Historical fiction, King Henry VIII and St James’s Palace

A-Tudor-PalaceLast night the final episode of Wolf Hall left us in no doubt how terrifying it must have been to live at the court of King Henry VIII. The whole series, like the books (Wolf Hall and Bring Up the Bodies), has been an intriguing observation of power and the manipulation of power. But, unlike other 21st-century historical fictional accounts of the Tudors full of 21st-century people dressed in costumes essentially behaving in a very modern manner, the characters of Wolf Hall evoke another time. Perhaps it is nearer to a true Tudor sensibility. It somehow has a feel as though this re-presentation (hyphen deliberate) floats out from the documents, art and culture surviving from the period.

Last weekend I visited the ‘Real Tudors’ exhibition at the National Portrait Gallery in London and had the opportunity to scan across six different portraits of Henry VIII as I slowly turned on my heels. Putting the different styles and skills of the various artists aside, we are looking to find the essence of the monarch caught somewhere in the brushstrokes.
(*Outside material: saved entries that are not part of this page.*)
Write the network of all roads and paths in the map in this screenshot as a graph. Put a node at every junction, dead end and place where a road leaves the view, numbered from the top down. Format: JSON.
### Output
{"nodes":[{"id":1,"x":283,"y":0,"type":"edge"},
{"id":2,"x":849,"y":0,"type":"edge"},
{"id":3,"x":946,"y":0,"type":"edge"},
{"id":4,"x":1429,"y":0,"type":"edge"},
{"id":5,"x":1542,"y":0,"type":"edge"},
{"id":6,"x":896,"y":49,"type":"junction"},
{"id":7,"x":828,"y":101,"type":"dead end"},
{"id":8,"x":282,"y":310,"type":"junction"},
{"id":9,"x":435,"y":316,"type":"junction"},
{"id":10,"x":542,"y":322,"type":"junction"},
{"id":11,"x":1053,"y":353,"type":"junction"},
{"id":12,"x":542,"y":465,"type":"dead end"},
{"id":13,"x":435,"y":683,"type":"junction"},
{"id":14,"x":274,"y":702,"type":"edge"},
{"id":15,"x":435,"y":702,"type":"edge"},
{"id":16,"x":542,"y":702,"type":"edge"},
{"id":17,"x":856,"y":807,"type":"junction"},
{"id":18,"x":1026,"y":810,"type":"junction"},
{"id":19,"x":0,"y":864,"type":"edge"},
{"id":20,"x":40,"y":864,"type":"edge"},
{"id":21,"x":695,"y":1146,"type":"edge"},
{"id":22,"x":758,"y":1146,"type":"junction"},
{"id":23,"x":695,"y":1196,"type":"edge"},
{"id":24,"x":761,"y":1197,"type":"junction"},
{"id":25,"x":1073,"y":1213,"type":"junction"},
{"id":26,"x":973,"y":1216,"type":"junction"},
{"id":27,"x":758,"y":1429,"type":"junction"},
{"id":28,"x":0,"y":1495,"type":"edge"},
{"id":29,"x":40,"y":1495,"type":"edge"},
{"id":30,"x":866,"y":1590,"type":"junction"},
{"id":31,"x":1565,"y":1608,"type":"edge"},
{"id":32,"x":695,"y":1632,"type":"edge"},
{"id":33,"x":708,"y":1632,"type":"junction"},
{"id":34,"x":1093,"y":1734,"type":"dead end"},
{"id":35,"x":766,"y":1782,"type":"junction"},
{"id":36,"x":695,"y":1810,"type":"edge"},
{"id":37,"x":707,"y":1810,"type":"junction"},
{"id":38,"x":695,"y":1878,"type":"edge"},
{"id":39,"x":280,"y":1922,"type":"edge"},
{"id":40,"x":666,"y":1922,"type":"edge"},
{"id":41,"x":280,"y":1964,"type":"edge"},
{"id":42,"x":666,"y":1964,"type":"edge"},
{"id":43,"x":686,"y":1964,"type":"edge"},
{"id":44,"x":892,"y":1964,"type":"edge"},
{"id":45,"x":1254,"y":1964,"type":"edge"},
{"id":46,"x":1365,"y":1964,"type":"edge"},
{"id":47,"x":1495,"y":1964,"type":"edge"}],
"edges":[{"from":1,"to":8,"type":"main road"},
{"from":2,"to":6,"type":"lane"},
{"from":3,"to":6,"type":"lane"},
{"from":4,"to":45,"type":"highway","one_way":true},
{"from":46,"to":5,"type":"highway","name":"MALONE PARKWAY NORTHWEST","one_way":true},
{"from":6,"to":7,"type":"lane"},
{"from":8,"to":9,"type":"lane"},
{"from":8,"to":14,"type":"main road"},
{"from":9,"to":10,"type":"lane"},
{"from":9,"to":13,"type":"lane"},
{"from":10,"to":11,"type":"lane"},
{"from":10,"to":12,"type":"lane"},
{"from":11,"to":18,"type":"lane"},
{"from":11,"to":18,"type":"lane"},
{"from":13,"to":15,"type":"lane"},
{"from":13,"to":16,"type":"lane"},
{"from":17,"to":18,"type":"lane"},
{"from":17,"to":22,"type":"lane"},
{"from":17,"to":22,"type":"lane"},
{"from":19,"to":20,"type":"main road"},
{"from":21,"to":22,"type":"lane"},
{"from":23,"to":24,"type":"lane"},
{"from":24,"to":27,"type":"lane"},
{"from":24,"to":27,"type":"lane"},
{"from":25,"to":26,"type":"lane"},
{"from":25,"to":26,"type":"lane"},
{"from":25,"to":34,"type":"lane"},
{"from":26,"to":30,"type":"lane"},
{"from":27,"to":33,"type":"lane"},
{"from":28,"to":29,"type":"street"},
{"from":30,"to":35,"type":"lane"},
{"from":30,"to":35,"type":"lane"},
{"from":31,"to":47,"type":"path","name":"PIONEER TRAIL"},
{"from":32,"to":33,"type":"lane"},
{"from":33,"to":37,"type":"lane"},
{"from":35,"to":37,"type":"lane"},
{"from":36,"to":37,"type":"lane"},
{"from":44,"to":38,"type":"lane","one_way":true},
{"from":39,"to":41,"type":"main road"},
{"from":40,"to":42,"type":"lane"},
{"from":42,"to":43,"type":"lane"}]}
As I stood and looked and looked, I realised how hard it is to see Henry the human being. The difficulty with these portraits is they are of a royal personage painted at a time when to be royal was to be almost a god. The other issue with these images is that some are copies of an original portrait or even copies of copies long lost in the last 500 years. In the end I considered we will only ever have an extremely mediated view of Henry and as with our contemporary queen, their public face is all about this strange, archaic notion of royalty and nothing to do with an ordinary human sitting for a portrait. I would show you these Henry portraits but, . . .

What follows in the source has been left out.